◆ DIRECTIONS ◆
Each record that follows must be given again without alteration.
Segment Start: TASK INPUTS
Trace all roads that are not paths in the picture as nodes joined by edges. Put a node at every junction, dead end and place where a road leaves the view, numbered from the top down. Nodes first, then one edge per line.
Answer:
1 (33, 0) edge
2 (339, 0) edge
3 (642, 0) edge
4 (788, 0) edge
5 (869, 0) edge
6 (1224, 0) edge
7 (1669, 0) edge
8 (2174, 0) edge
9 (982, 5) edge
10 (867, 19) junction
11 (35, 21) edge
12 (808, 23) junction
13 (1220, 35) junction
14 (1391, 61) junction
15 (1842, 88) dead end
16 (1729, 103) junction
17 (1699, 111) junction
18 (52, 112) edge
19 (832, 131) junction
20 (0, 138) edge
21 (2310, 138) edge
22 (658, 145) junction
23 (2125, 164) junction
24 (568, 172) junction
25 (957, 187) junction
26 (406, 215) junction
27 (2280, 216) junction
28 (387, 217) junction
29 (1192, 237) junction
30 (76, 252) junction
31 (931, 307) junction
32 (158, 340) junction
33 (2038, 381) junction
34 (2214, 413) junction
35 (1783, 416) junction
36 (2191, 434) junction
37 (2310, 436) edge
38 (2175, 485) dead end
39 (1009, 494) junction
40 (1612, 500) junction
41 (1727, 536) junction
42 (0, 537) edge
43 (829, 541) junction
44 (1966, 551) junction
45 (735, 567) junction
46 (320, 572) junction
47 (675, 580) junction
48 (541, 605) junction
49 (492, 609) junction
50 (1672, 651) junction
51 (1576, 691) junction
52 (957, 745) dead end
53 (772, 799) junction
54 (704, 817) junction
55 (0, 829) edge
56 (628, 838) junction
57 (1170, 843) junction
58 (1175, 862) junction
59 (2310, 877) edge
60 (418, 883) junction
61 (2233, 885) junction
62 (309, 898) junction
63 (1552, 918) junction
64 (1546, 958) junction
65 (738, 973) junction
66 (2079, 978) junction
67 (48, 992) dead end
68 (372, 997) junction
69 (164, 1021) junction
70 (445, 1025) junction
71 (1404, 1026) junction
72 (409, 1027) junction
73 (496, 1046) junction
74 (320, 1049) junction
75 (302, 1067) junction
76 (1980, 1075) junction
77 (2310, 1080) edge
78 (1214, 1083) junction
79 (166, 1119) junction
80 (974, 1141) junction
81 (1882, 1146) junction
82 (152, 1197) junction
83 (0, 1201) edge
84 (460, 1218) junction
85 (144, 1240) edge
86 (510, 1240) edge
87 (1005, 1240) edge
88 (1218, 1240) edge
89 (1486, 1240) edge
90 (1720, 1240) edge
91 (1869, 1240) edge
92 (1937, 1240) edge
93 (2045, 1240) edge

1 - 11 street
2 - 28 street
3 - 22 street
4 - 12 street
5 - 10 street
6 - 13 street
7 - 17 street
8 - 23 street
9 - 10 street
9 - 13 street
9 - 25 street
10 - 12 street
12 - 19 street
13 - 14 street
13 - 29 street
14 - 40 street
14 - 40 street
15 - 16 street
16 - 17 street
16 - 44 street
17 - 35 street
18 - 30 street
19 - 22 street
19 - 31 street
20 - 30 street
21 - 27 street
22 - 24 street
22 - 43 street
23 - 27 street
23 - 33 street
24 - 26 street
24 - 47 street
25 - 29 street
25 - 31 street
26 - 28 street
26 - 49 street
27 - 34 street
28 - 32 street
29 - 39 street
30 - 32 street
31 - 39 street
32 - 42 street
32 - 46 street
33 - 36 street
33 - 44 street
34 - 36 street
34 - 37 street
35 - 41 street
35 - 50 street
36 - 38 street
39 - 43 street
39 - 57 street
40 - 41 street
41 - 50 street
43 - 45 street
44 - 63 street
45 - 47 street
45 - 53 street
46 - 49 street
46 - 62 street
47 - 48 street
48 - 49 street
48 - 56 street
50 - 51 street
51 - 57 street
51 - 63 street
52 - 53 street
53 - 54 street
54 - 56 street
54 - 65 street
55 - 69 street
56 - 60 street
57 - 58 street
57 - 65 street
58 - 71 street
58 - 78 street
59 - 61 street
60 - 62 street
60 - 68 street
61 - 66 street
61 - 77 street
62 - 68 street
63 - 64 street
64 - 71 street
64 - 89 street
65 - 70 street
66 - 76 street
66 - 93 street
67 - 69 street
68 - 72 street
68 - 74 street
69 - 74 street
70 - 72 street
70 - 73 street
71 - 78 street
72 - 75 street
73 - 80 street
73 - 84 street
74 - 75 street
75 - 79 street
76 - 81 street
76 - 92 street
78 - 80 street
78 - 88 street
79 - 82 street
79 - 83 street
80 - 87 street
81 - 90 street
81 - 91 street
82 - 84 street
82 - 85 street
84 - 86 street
Segment End: TASK INPUTS
◆ EXERCISE OUTPUT ◆
Trace all roads that are not paths in the picture as nodes joined by edges. Put a node at every junction, dead end and place where a road leaves the view, numbered from the top down. Nodes first, then one edge per line.
Answer:
1 (33, 0) edge
2 (339, 0) edge
3 (642, 0) edge
4 (788, 0) edge
5 (869, 0) edge
6 (1224, 0) edge
7 (1669, 0) edge
8 (2174, 0) edge
9 (982, 5) edge
10 (867, 19) junction
11 (35, 21) edge
12 (808, 23) junction
13 (1220, 35) junction
14 (1391, 61) junction
15 (1842, 88) dead end
16 (1729, 103) junction
17 (1699, 111) junction
18 (52, 112) edge
19 (832, 131) junction
20 (0, 138) edge
21 (2310, 138) edge
22 (658, 145) junction
23 (2125, 164) junction
24 (568, 172) junction
25 (957, 187) junction
26 (406, 215) junction
27 (2280, 216) junction
28 (387, 217) junction
29 (1192, 237) junction
30 (76, 252) junction
31 (931, 307) junction
32 (158, 340) junction
33 (2038, 381) junction
34 (2214, 413) junction
35 (1783, 416) junction
36 (2191, 434) junction
37 (2310, 436) edge
38 (2175, 485) dead end
39 (1009, 494) junction
40 (1612, 500) junction
41 (1727, 536) junction
42 (0, 537) edge
43 (829, 541) junction
44 (1966, 551) junction
45 (735, 567) junction
46 (320, 572) junction
47 (675, 580) junction
48 (541, 605) junction
49 (492, 609) junction
50 (1672, 651) junction
51 (1576, 691) junction
52 (957, 745) dead end
53 (772, 799) junction
54 (704, 817) junction
55 (0, 829) edge
56 (628, 838) junction
57 (1170, 843) junction
58 (1175, 862) junction
59 (2310, 877) edge
60 (418, 883) junction
61 (2233, 885) junction
62 (309, 898) junction
63 (1552, 918) junction
64 (1546, 958) junction
65 (738, 973) junction
66 (2079, 978) junction
67 (48, 992) dead end
68 (372, 997) junction
69 (164, 1021) junction
70 (445, 1025) junction
71 (1404, 1026) junction
72 (409, 1027) junction
73 (496, 1046) junction
74 (320, 1049) junction
75 (302, 1067) junction
76 (1980, 1075) junction
77 (2310, 1080) edge
78 (1214, 1083) junction
79 (166, 1119) junction
80 (974, 1141) junction
81 (1882, 1146) junction
82 (152, 1197) junction
83 (0, 1201) edge
84 (460, 1218) junction
85 (144, 1240) edge
86 (510, 1240) edge
87 (1005, 1240) edge
88 (1218, 1240) edge
89 (1486, 1240) edge
90 (1720, 1240) edge
91 (1869, 1240) edge
92 (1937, 1240) edge
93 (2045, 1240) edge

1 - 11 street
2 - 28 street
3 - 22 street
4 - 12 street
5 - 10 street
6 - 13 street
7 - 17 street
8 - 23 street
9 - 10 street
9 - 13 street
9 - 25 street
10 - 12 street
12 - 19 street
13 - 14 street
13 - 29 street
14 - 40 street
14 - 40 street
15 - 16 street
16 - 17 street
16 - 44 street
17 - 35 street
18 - 30 street
19 - 22 street
19 - 31 street
20 - 30 street
21 - 27 street
22 - 24 street
22 - 43 street
23 - 27 street
23 - 33 street
24 - 26 street
24 - 47 street
25 - 29 street
25 - 31 street
26 - 28 street
26 - 49 street
27 - 34 street
28 - 32 street
29 - 39 street
30 - 32 street
31 - 39 street
32 - 42 street
32 - 46 street
33 - 36 street
33 - 44 street
34 - 36 street
34 - 37 street
35 - 41 street
35 - 50 street
36 - 38 street
39 - 43 street
39 - 57 street
40 - 41 street
41 - 50 street
43 - 45 street
44 - 63 street
45 - 47 street
45 - 53 street
46 - 49 street
46 - 62 street
47 - 48 street
48 - 49 street
48 - 56 street
50 - 51 street
51 - 57 street
51 - 63 street
52 - 53 street
53 - 54 street
54 - 56 street
54 - 65 street
55 - 69 street
56 - 60 street
57 - 58 street
57 - 65 street
58 - 71 street
58 - 78 street
59 - 61 street
60 - 62 street
60 - 68 street
61 - 66 street
61 - 77 street
62 - 68 street
63 - 64 street
64 - 71 street
64 - 89 street
65 - 70 street
66 - 76 street
66 - 93 street
67 - 69 street
68 - 72 street
68 - 74 street
69 - 74 street
70 - 72 street
70 - 73 street
71 - 78 street
72 - 75 street
73 - 80 street
73 - 84 street
74 - 75 street
75 - 79 street
76 - 81 street
76 - 92 street
78 - 80 street
78 - 88 street
79 - 82 street
79 - 83 street
80 - 87 street
81 - 90 street
81 - 91 street
82 - 84 street
82 - 85 street
84 - 86 street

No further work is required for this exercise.